Top of Dataset excerpts

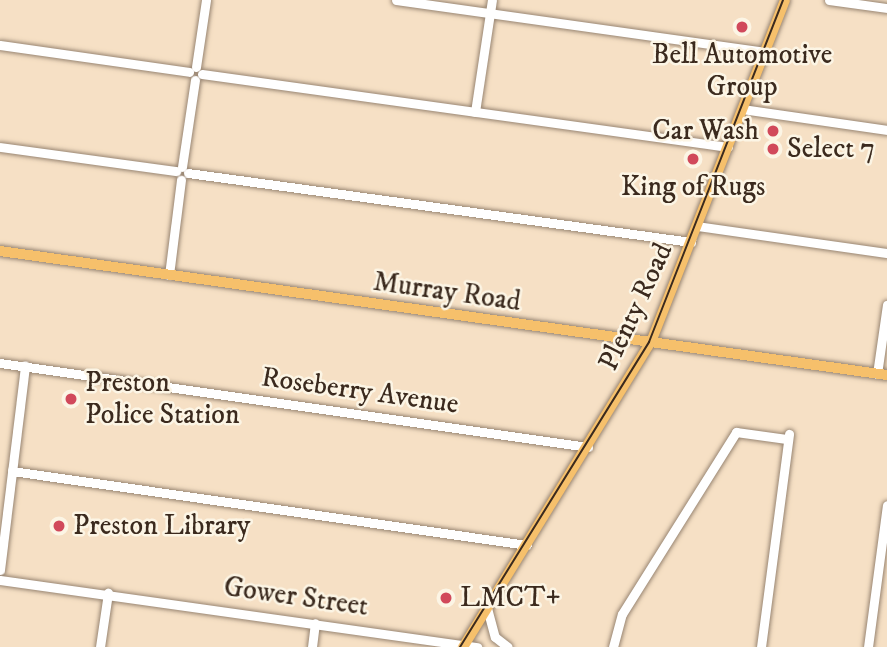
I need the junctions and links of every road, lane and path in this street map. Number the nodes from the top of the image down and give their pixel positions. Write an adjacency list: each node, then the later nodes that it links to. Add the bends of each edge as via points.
1 (206, 0): 10 (street)
2 (396, 0): 7 (street)
3 (492, 0): 7 (street)
4 (785, 0): 9 (main road, Plenty Road)
5 (829, 0): 6 (street)
6 (887, 8)
7 (489, 13): 9 (street); 12 (street)
8 (0, 45): 10 (street)
9 (765, 52): 11 (main road, Plenty Road)
10 (195, 73): 12 (street); 16 (street)
11 (742, 109): 13 (street); 15 (main road, Plenty Road)
12 (475, 112): 15 (street)
13 (887, 130)
14 (0, 147): 16 (street)
15 (728, 147): 17 (main road, Plenty Road)
16 (182, 173): 18 (street); 21 (street)
17 (697, 226): 18 (main road, Plenty Road); 20 (street)
18 (691, 242): 23 (main road, Plenty Road)
19 (0, 251): 21 (main road, Murray Road)
20 (887, 253)
21 (169, 275): 23 (main road, Murray Road)
22 (887, 305): 26 (street)
23 (651, 342): 26 (main road, Murray Road); 27 (main road, Plenty Road)
24 (0, 363): 25 (street, Roseberry Avenue)
25 (25, 366): 27 (street, Roseberry Avenue); 28 (street)
26 (882, 374)
27 (588, 447): 30 (main road, Plenty Road)
28 (12, 471): 30 (street); 31 (street)
29 (887, 505): 43 (street)
30 (527, 545): 34 (main road, Plenty Road)
31 (0, 572): 33 (street, Gower Street)
32 (0, 580): 33 (street, Gower Street)
33 (108, 593): 35 (street, Gower Street); 37 (street)
34 (487, 608): 36 (main road, Plenty Road); 40 (street, via 495,637)
35 (315, 623): 36 (street, Gower Street); 38 (street)
36 (463, 646): 39 (street, Gower Street)
37 (100, 647)
38 (312, 647)
39 (477, 647)
40 (508, 647)
41 (613, 647): 42 (street, via 622,614 736,432 788,436)
42 (761, 647)
43 (868, 647)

Bottom of Dataset excerpts

• Task details
Reproduce all entries above exactly, minus the images.

• Response to the exercise
I need the junctions and links of every road, lane and path in this street map. Number the nodes from the top of the image down and give their pixel positions. Write an adjacency list: each node, then the later nodes that it links to. Add the bends of each edge as via points.
1 (206, 0): 10 (street)
2 (396, 0): 7 (street)
3 (492, 0): 7 (street)
4 (785, 0): 9 (main road, Plenty Road)
5 (829, 0): 6 (street)
6 (887, 8)
7 (489, 13): 9 (street); 12 (street)
8 (0, 45): 10 (street)
9 (765, 52): 11 (main road, Plenty Road)
10 (195, 73): 12 (street); 16 (street)
11 (742, 109): 13 (street); 15 (main road, Plenty Road)
12 (475, 112): 15 (street)
13 (887, 130)
14 (0, 147): 16 (street)
15 (728, 147): 17 (main road, Plenty Road)
16 (182, 173): 18 (street); 21 (street)
17 (697, 226): 18 (main road, Plenty Road); 20 (street)
18 (691, 242): 23 (main road, Plenty Road)
19 (0, 251): 21 (main road, Murray Road)
20 (887, 253)
21 (169, 275): 23 (main road, Murray Road)
22 (887, 305): 26 (street)
23 (651, 342): 26 (main road, Murray Road); 27 (main road, Plenty Road)
24 (0, 363): 25 (street, Roseberry Avenue)
25 (25, 366): 27 (street, Roseberry Avenue); 28 (street)
26 (882, 374)
27 (588, 447): 30 (main road, Plenty Road)
28 (12, 471): 30 (street); 31 (street)
29 (887, 505): 43 (street)
30 (527, 545): 34 (main road, Plenty Road)
31 (0, 572): 33 (street, Gower Street)
32 (0, 580): 33 (street, Gower Street)
33 (108, 593): 35 (street, Gower Street); 37 (street)
34 (487, 608): 36 (main road, Plenty Road); 40 (street, via 495,637)
35 (315, 623): 36 (street, Gower Street); 38 (street)
36 (463, 646): 39 (street, Gower Street)
37 (100, 647)
38 (312, 647)
39 (477, 647)
40 (508, 647)
41 (613, 647): 42 (street, via 622,614 736,432 788,436)
42 (761, 647)
43 (868, 647)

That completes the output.